Sébastien Pocognoli nuevo seleccionador de Escocia
La Federación Escocesa de Fútbol se prepara para un giro histórico. Salvo giro inesperado, el belga Sébastien Pocognoli será nombrado a comienzos de la próxima semana como nuevo seleccionador, relevo directo de Steve Clarke tras la decepcionante salida de Escocia del Mundial en la fase de grupos.
A sus 39 años y recién despedido de Monaco en junio, Pocognoli está a un paso de convertirse en el primer seleccionador no escocés desde Berti Vogts, que dirigió al combinado nacional entre 2002 y 2004. Un cambio de acento y de idea. También de era.
Fin de ciclo para Clarke
La marcha de Clarke fue tan abrupta como simbólica. El técnico había firmado una ampliación de contrato por cuatro años justo antes del torneo, gesto de confianza total que se desmoronó con la temprana eliminación mundialista. Siete años al frente, un ciclo globalmente exitoso en resultados y clasificación para grandes citas, pero marcado por un estilo pragmático que nunca terminó de enamorar a todos.
El golpe en el Mundial aceleró la reflexión interna. Muy pronto quedó claro que la federación miraría fuera de sus fronteras. Nombres como Jon Dahl Tomasson y Kasper Hjulmand aparecieron en la lista de candidatos, prueba de que el organismo buscaba un perfil internacional y una mirada distinta.
El perfil de Pocognoli
Ahí emergió Pocognoli. Tras un periodo inicial en el fútbol base, el belga se consolidó en los banquillos con un proyecto brillante en Union Saint-Gilloise. Bajo su mando, el club firmó un título histórico en 2025, el primero en 90 años. Un logro que lo catapultó a la élite.
Ese éxito le abrió la puerta de Monaco.
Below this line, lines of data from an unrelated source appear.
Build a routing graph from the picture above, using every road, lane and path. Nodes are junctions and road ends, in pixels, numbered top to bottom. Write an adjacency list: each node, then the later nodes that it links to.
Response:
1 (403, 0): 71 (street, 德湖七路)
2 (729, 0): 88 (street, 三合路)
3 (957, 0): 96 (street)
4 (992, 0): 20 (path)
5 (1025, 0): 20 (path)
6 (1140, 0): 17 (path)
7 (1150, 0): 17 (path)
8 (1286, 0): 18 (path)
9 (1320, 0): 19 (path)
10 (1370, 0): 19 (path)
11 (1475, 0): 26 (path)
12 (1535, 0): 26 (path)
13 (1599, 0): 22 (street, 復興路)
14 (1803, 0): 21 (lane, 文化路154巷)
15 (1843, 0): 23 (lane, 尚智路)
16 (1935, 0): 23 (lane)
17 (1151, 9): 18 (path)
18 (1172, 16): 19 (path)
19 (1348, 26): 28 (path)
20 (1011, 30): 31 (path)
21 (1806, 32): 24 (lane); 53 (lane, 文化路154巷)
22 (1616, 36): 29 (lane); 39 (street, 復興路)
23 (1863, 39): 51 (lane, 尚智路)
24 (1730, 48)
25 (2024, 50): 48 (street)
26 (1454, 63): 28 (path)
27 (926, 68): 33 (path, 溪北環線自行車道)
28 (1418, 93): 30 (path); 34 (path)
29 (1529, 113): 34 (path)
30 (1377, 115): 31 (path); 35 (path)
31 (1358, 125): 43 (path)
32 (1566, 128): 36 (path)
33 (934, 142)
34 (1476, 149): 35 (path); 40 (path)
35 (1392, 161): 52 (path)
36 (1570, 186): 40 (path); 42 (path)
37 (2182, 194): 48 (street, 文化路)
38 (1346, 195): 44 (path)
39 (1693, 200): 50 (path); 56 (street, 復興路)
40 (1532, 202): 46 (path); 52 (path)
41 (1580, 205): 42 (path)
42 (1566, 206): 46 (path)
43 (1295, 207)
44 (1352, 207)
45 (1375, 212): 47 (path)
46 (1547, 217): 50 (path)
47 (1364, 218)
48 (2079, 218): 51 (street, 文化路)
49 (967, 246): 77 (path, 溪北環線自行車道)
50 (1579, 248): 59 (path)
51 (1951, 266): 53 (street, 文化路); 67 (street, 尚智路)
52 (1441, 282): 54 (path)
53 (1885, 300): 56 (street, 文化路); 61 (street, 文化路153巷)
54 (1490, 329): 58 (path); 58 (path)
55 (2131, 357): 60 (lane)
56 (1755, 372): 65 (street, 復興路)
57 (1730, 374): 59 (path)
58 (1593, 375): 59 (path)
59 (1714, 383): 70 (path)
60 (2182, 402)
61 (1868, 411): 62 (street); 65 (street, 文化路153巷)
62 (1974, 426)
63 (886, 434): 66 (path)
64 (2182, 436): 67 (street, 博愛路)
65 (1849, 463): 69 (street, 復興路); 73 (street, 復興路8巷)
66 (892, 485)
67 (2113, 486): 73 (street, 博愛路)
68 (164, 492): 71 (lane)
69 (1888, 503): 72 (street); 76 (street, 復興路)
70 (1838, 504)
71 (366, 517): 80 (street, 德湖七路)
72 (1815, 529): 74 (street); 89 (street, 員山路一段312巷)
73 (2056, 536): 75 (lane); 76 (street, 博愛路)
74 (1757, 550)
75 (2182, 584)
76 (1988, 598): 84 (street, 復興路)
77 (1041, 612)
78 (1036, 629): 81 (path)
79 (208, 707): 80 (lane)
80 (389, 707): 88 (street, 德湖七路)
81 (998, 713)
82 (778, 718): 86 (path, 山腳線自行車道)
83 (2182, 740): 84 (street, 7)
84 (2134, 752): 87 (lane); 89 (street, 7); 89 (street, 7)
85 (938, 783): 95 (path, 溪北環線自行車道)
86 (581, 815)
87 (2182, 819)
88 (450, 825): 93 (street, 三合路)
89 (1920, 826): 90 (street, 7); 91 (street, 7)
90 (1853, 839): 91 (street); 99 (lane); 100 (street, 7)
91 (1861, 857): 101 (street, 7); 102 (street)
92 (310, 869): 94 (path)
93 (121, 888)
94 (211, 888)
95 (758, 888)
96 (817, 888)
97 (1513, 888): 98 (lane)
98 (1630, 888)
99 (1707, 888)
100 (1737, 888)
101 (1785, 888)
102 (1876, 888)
La aventura en Francia, sin embargo, fue corta y exigente: ocho meses, 38 partidos y una destitución que no ha frenado el interés de la Federación Escocesa. Pese al desenlace en el Principado, su capacidad para revitalizar proyectos y proponer un fútbol más proactivo ha pesado en la balanza.
Todo apunta a que la afición escocesa recibirá al belga como la promesa de un aire nuevo. Tras años de un enfoque conservador, la idea de un seleccionador extranjero con vocación ofensiva encaja con el deseo de ver una Escocia más ambiciosa con el balón.
Un estreno sin red en la Nations League
El calendario no le dará demasiado margen. Escocia arrancará su campaña en la Nations League el 26 de septiembre con una visita a Eslovenia. Tres días después, el equipo se presentará ante su público en Glasgow frente a Suiza, en el que sería el primer partido en casa de Pocognoli al mando.
Dos citas de peso para medir de inmediato el impacto del cambio. Nuevo seleccionador, nuevo discurso, viejas exigencias: competir, ganar y demostrar que la eliminación mundialista fue un tropiezo, no un techo. La pregunta es clara: ¿está preparada Escocia para que un técnico extranjero lidere su próximo salto competitivo?